Rodney Leach, Candidate for City Council-8th District

In an effort to educate voters, we will be posting responses to our candidate questionnaire. Questionnaires were emailed to each candidate running for City Council, President of City Council, and Mayor. Candidates have until March 4th to submit. We are publishing results in the order they are received.

How frequently do you use a mode of transportation other than your car to navigate the city? Based on your experience, where should the city prioritize resources for transportation?

RL: My family utilizes public transportation weekly on our trips to Baltimore family friend spaces. I will support the city conducting a National recognized survey of its citizens to prioritize resources for transportation.

What role do you believe biking and walking improvements can play in creating a safer, healthier, more livable Baltimore?

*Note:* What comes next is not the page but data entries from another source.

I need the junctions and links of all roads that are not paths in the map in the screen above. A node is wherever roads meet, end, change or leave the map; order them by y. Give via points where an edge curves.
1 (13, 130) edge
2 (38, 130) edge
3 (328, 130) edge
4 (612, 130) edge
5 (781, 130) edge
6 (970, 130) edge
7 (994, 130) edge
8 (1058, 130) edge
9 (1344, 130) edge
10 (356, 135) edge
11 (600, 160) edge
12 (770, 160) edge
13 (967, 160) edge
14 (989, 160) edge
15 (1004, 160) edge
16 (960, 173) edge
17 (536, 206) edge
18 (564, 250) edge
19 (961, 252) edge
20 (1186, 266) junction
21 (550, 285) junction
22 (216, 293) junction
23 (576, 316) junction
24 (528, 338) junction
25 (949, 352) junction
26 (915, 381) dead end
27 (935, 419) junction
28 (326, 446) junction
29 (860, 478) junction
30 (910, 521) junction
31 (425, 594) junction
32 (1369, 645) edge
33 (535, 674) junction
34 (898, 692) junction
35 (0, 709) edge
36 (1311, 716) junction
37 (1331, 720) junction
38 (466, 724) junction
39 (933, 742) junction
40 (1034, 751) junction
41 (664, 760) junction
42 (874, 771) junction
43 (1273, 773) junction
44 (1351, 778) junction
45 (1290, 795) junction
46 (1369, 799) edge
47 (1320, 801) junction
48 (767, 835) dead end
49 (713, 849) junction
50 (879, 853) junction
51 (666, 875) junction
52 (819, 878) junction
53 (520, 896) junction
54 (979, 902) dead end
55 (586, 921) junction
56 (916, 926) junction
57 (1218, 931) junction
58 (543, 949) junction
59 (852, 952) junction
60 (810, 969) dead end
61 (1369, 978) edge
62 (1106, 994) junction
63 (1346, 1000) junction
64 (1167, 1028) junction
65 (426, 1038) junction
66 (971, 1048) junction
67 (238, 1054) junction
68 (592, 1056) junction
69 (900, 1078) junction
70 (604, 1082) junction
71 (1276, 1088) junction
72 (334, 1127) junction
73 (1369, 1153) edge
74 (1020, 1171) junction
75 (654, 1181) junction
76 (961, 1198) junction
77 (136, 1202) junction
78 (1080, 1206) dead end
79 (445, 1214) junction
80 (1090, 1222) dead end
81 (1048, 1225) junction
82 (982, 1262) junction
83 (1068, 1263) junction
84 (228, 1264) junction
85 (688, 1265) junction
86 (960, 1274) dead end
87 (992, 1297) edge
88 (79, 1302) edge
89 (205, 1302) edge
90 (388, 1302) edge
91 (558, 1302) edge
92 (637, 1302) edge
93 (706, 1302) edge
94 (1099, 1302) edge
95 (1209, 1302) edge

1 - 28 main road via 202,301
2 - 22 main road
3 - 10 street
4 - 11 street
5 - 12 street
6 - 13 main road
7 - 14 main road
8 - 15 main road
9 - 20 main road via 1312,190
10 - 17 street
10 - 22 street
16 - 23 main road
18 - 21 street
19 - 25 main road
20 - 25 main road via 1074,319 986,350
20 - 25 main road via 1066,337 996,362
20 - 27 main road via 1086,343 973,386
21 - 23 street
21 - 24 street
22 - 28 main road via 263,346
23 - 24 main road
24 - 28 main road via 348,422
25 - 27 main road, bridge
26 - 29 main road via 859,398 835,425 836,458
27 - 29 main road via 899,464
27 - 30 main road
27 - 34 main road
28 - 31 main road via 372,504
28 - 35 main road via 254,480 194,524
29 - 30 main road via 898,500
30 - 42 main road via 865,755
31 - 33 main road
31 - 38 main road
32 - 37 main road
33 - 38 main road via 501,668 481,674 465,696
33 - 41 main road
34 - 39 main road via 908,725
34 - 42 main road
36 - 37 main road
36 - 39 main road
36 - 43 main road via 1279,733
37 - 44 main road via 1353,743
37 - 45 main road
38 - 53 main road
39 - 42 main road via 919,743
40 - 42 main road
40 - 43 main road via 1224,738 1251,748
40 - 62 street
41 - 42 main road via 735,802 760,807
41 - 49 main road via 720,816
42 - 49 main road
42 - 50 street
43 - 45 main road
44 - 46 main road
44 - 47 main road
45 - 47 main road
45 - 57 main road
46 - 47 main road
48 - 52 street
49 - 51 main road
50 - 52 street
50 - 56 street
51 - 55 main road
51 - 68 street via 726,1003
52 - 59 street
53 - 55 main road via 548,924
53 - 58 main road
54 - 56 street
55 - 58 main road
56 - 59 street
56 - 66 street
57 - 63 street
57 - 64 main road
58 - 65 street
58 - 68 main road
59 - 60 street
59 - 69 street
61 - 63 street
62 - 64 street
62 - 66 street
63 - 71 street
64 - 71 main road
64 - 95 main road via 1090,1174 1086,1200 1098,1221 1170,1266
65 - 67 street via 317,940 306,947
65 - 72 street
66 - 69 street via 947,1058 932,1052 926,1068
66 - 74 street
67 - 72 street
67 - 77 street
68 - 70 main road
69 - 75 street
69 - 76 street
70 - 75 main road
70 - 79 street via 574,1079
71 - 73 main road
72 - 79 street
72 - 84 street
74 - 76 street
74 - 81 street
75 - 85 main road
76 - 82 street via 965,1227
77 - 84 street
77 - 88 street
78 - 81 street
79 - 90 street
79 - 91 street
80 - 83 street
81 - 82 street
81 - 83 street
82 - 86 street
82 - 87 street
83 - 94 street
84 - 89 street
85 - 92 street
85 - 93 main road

RL: Biking and walking improvements must be a priority in creating a safer, healthier, more livable Baltimore. There is research to support that such improvement contribute to an eco-friendly environment.

Often road redesigns that improve the safety for people on bikes or people walking do so in a way that removes priority for single occupant vehicles. This can look like removing lanes for travel or decreasing available street parking. Can you describe how you would manage public expectations during project implementation, and handle any backlash from constituents that don’t share in the City’s vision for complete streets?

RL: The process of re-design with regards to complete streets, must be a collaborative process that creates a WIN-WIN for all citizens. I am committed to supporting pro-active channels to discuss complete street initiatives, there-by reducing backlash via a transparent process.

Recent audits have discovered that the Department of Transportation struggles to measure key performance indicators. The city’s procurement and project management processes have also faced scrutiny. This has led to significant delays of key improvements to bicycle infrastructure in Baltimore. How will you work to improve performance and accountability of city agencies like the Department of Transportation under your leadership?

RL: Government accountability is important and should be a priority. A culture exists where agencies are permitted to develop performance metrics without express consideration for other city agencies. I will work to introduce professional culture shaping initiatives like Senn-Delaney, to drive partnership, integrity, and accountability amongst agencies. This will establish the foundation to begin creating performance and accountability metrics defined by what's good for the entire City of Baltimore and not just what's good for an individual agency.

The percentage of people choosing to take public transit or ride a bike for transportation is increasing in Baltimore, while the percentage of residents without access to a vehicle is over 30%. How would you rate the city’s current investment in sustainable transportation solutions for its residents, and as a council person what would you do to support increased investment?

RL: The city has improved efforts to introduce transportation solutions however; there are still areas of improvement and areas for long-term sustainability. I will support initiatives that target residents without access to a vehicle and encourage the increased use of public transportation and bicycle use.

A recent study by Harvard economists found that the single strongest factor affecting the odds of a child escaping poverty is not the test scores of his or her local schools or the crime in the community; it is the percent of workers in his or her neighborhood who have long commutes. How do you plan to improve transportation options and commute times for our most vulnerable residents?

RL: Longer commute times can have a systemic impact on the community. There are a few quick fixes like efficient street-light synchronization and traffic studies. Improvement can be sustained by introducing innovation in the areas of work-from-home incentives, car pool incentives, and expanding industries that will bring jobs to the community.

What other information about your candidacy would you like to share with our members?

RL: To be successful, Baltimore’s 8th district must effectively partner with local, state, and federal public servants. We must combine material development with the Development of People. The public policy and planning practices must reflect this understanding of community across Baltimore City.